Since 2007, with the collapse of the housing market and the nationwide recession that followed, the expansion of Phoenix — the fastest growing metro area in the post-World War II years — has come to a screeching halt. Until that time, suburbs were springing up and land was being purchased for further development in far corners of the Valley, so when the market took a dive, Phoenix was hit especially hard. An important question therefore arose: if the growth machine had so much to do with Phoenix’s sustainability problem, what now?

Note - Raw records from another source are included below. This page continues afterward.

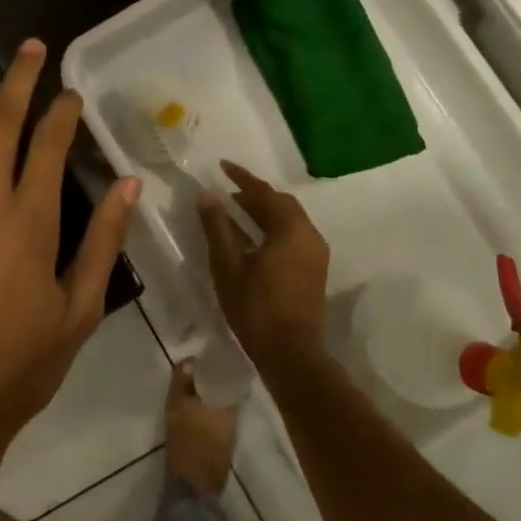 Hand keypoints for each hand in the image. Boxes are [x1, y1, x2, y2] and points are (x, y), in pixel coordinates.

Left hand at [0, 22, 139, 455]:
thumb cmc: (20, 364)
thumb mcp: (80, 310)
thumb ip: (103, 243)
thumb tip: (130, 186)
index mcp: (31, 223)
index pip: (49, 147)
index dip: (63, 114)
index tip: (72, 92)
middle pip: (0, 123)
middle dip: (18, 78)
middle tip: (30, 44)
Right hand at [197, 161, 329, 366]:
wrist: (291, 354)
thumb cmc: (255, 307)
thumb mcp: (228, 265)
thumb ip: (217, 227)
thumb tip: (206, 196)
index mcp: (291, 230)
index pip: (265, 193)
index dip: (241, 178)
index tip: (222, 165)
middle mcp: (309, 236)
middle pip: (281, 204)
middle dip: (254, 194)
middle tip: (227, 192)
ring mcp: (315, 254)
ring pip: (288, 220)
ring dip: (263, 212)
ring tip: (234, 212)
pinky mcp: (313, 270)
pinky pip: (292, 236)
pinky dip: (271, 228)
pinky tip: (251, 238) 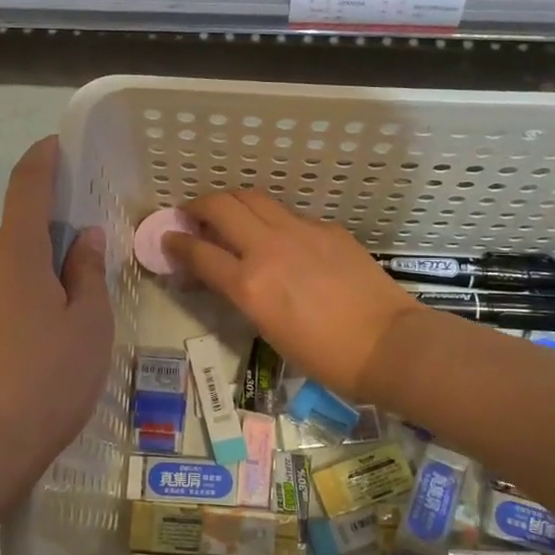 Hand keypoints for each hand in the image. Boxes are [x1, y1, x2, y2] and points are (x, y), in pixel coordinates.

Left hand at [0, 137, 112, 532]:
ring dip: (37, 275)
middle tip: (90, 269)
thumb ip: (87, 272)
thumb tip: (84, 238)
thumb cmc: (46, 380)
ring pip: (7, 268)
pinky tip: (40, 343)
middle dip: (54, 239)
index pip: (26, 185)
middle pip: (20, 233)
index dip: (43, 159)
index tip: (58, 146)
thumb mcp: (88, 324)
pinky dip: (19, 300)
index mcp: (13, 252)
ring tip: (70, 319)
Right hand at [165, 189, 423, 404]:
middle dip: (199, 206)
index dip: (176, 243)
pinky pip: (288, 214)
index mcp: (250, 283)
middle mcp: (268, 248)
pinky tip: (278, 236)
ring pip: (253, 198)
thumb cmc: (325, 356)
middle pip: (221, 206)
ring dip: (232, 202)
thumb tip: (226, 274)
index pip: (199, 252)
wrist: (386, 343)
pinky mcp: (326, 228)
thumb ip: (242, 293)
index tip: (168, 239)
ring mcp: (300, 231)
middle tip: (192, 215)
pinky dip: (271, 219)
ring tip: (228, 214)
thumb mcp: (269, 329) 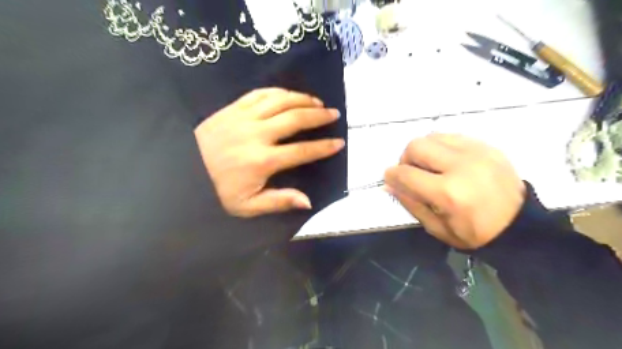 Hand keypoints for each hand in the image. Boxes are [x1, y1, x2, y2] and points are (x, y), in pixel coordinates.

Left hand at [195, 88, 344, 218]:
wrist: (182, 170)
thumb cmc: (217, 190)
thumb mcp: (246, 206)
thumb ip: (278, 201)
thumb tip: (307, 201)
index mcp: (262, 161)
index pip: (302, 151)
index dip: (323, 147)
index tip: (339, 143)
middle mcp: (257, 135)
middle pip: (295, 119)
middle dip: (319, 115)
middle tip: (334, 114)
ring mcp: (244, 117)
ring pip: (280, 101)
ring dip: (302, 99)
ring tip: (318, 101)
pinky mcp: (233, 108)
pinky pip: (260, 93)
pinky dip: (279, 91)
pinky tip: (289, 94)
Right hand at [385, 132, 523, 248]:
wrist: (521, 226)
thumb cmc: (475, 233)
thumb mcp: (437, 228)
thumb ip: (410, 203)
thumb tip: (389, 184)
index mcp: (448, 193)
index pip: (406, 173)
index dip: (392, 175)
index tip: (390, 178)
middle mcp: (461, 166)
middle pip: (416, 146)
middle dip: (406, 158)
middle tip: (412, 172)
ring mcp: (476, 152)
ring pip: (433, 136)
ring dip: (423, 150)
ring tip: (430, 166)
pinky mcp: (487, 146)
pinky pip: (452, 136)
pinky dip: (441, 146)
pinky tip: (446, 161) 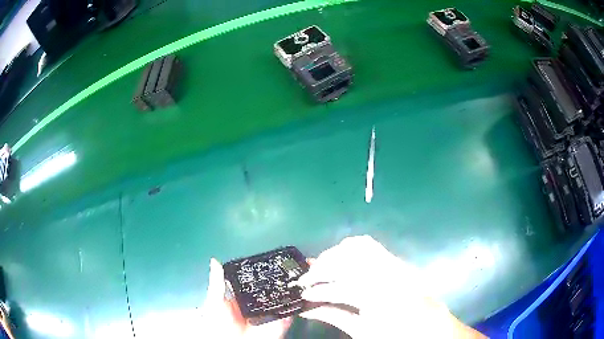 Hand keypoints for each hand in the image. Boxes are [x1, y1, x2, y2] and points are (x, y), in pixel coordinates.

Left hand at [201, 258, 292, 338]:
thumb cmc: (219, 324)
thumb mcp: (215, 303)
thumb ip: (218, 284)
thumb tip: (215, 261)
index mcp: (241, 297)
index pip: (253, 281)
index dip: (260, 271)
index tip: (271, 258)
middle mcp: (257, 304)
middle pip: (270, 288)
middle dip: (279, 279)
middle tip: (288, 265)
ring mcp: (270, 313)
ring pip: (282, 298)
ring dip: (290, 289)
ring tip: (298, 275)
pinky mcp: (280, 322)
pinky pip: (291, 311)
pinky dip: (297, 303)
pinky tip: (302, 291)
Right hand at [297, 236, 485, 338]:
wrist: (430, 328)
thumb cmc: (396, 335)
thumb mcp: (363, 331)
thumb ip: (334, 316)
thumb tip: (306, 309)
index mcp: (381, 298)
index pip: (341, 284)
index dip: (318, 288)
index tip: (302, 293)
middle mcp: (389, 275)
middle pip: (347, 259)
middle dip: (321, 267)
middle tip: (305, 278)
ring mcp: (394, 264)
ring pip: (356, 246)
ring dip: (333, 254)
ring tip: (319, 267)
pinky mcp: (396, 260)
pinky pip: (369, 244)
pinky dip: (349, 247)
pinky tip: (338, 258)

One the one hand, a time of widespread economic hardship is not the most convenient time for sustainability advocates to make their pitch; after all, going green isn’t free, and its benefits often only come by way of delayed gratification. On the other hand, with new construction at a virtual stand-still, this is a great opportunity to reconsider the status quo. And some of the heavy hitters are beginning to do so. With all things green en vogue at the moment, developers who have fed the growth machine are inclined to cash in on the trend and are doing so in their bids to lay claim to lucrative plots of land, particularly in the far end of the East Valley, where they are proposing more sustainable designs. Ross argues, however, that this is only exacerbating the problem, since small gains there will nonetheless mean more and more people spread further and further away from city centers, where true sustainability must happen. Indeed, according to Ross, the answer to the sustainability question needs to involve “infill” of urban centers. Mixed-use zoning, adaptive reuse of existing but vacant buildings, and energy-efficient construction on the Valley’s many empty lots in urban centers, along with a better mass transit system, would go a long way towards making the Phoenix metro area a truly sustainable one.